China stocks' rise interrupted by regulation fears
Wary of bubbles, government tightens its grip on financial markets
NORIKO OKEMOTO, NQN staff writer
HONG KONG -- While the U.S. and Japan rested Thursday, the Shanghai and Shenzhen stock exchanges were busy plummeting over concerns about China's slowing economy and a crackdown on speculation. Yet few predict a protracted slump, anticipating an influx of foreign funds as share prices sink.
The Shanghai Stock Exchange Composite Index fell by 2.3% on Thursday, its largest drop this year, then mounted a weak recovery Friday. The Shenzhen Exchange's ChiNext board for emerging companies shed more than 3% on Thursday and continued to tumble Friday.
In China, a white horse refers to blue-chip stocks such as beverage company Kweichow Moutai or electronics maker Midea Group. Volatile stocks backed by weak earnings are known as black horses, while newly listed companies are called new horses.
White horse stocks are typically bought and held for an extended period, making them a difficult target for speculation, but the situation seems to have changed this year.

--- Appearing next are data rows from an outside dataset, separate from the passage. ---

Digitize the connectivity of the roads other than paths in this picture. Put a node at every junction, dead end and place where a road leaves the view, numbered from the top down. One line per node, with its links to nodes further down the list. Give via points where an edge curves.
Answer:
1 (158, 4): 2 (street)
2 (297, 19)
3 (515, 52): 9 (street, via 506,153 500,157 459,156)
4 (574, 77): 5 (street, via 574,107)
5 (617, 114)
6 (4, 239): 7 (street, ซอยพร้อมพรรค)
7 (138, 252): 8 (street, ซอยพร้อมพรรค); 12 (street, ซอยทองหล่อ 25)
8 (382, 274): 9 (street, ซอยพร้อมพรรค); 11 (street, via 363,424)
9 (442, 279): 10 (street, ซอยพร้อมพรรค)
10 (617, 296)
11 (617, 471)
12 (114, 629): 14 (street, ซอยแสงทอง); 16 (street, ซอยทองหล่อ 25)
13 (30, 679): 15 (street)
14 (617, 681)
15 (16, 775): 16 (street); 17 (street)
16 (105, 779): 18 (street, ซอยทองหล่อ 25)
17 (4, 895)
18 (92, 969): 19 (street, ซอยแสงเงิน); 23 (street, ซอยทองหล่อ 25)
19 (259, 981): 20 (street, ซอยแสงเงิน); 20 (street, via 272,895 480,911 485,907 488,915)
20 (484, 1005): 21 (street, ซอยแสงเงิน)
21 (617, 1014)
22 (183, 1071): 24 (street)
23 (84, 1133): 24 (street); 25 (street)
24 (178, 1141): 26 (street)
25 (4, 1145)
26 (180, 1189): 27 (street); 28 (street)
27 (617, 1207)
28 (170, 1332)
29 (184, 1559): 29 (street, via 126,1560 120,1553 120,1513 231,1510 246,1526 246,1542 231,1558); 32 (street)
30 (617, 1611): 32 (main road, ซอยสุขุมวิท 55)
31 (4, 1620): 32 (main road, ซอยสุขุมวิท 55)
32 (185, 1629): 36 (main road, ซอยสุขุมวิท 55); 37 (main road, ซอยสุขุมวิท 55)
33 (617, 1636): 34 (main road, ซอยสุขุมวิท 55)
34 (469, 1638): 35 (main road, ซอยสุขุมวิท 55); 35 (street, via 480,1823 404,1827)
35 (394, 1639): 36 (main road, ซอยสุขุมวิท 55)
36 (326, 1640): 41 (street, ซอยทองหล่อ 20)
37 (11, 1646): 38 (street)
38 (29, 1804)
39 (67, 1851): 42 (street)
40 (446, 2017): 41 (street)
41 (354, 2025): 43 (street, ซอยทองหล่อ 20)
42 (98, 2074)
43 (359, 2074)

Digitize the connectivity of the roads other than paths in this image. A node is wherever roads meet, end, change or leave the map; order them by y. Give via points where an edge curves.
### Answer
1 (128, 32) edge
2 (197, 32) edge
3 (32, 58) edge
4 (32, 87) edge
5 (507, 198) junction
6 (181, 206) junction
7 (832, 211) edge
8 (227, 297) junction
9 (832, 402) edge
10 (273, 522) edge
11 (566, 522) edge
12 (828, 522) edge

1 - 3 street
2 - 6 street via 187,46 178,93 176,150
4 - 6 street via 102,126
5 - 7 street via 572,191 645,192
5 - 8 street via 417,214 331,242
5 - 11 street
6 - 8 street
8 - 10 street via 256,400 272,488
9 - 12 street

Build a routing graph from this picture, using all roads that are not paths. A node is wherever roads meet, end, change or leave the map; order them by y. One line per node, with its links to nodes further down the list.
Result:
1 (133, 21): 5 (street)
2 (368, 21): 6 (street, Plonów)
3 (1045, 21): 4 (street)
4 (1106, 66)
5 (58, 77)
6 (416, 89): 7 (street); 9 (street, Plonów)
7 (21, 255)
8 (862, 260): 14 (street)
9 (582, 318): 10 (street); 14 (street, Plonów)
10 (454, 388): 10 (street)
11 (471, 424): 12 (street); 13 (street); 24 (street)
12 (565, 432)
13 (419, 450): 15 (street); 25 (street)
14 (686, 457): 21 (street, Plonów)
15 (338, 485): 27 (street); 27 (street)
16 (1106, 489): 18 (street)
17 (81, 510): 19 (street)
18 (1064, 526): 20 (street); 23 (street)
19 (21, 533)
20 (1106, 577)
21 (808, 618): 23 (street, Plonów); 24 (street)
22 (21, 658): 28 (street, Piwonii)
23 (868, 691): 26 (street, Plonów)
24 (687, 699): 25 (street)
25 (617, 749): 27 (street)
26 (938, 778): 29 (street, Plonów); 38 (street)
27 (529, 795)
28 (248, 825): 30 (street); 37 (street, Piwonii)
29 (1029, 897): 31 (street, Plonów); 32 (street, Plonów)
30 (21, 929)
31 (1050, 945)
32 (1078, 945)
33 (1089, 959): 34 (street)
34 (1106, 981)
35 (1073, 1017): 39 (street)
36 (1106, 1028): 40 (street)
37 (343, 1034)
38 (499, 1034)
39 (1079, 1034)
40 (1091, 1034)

Kweichow Moutai shares hit a record high of 719.96 yuan on Nov. 16, climbing by a factor of 2.2 since the end of last year. Midea Group shares have nearly doubled from the start of the year to Wednesday, when they reached a year-to-date high.
The sudden rise of blue-chip stocks was prompted by U.S. index provider MSCI's official decision to include China A shares in flagship equity benchmarks in June. The announcement attracted institutional investors with index-linked funds in addition to retail investors looking to make speculative moves, as buying invites more buyers.
Chinese regulators have put the market on edge, however. President Xi Jinping has continued his campaign against speculative activities that lead to bubbles and crashes in financial markets.
On Nov. 17, the day after Kweichow Moutai's all-time high, Chinese authorities, through state-run media, called for restraint against speculative buying and announced new regulations for asset management by financial institutions.
Suspicions that the government will further tighten policy at this December's Central Economic Work Conference -- where next year's economic policies are drawn up -- are also raising doubts. Kweichow Moutai shares have declined by a total of 12% over six trading days as of Friday.
Securities that have been the hotbed of China's shadow banking sector are also being sold. And yields on China's 10-year government bonds have risen above 4% in mid-November for the first time in three years and one month.
Beijing is not drastically altering its tightening policy despite rising demand for funds before the year's end, popping bubbles while they are still small. China's economic indicators for October were generally weak as well, keeping concerns over a domestic economic slowdown alive.
This is likely to be a temporary correction, advised Zheng Xiaolei, head of Naito Securities' Shanghai office.
Despite the gloomy scenario, market participants in China and Hong Kong do not see the low stock prices lasting long. It is hard to imagine that the tightening will compare in scope to 2015, when regulators unmasked speculators and punished financial institutions, said Ye Shangzhi, a strategist at First Shanghai Investments.
Few also expect inflows of investor money to dwindle significantly. Although some of China's blue-chip shares have made large gains recently, the market does not feel overheated. The SSE Index has advanced just 8% since the beginning of the year, while Hong Kong's Hang Seng Index has jumped 35% and Japan's Nikkei Stock Average has grown 18%.
Foreign money will flow into China as investors around the world turn toward Chinese stocks made relatively cheap by the slump, Shanghai Securities News said Friday. Corporate earnings have also been brisk as January-September net profit for all Shanghai-listed companies increased 17% on the year.
In addition to an expanding consumer market, reforms at state-owned companies are also beginning to bear fruit, according to Value Partners Group, a Hong Kong asset management company, echoing investors who see conditions improving over time.
Chinese stocks are likely to remain volatile in the near future, caught between long-term growth prospects and near-term policy risks.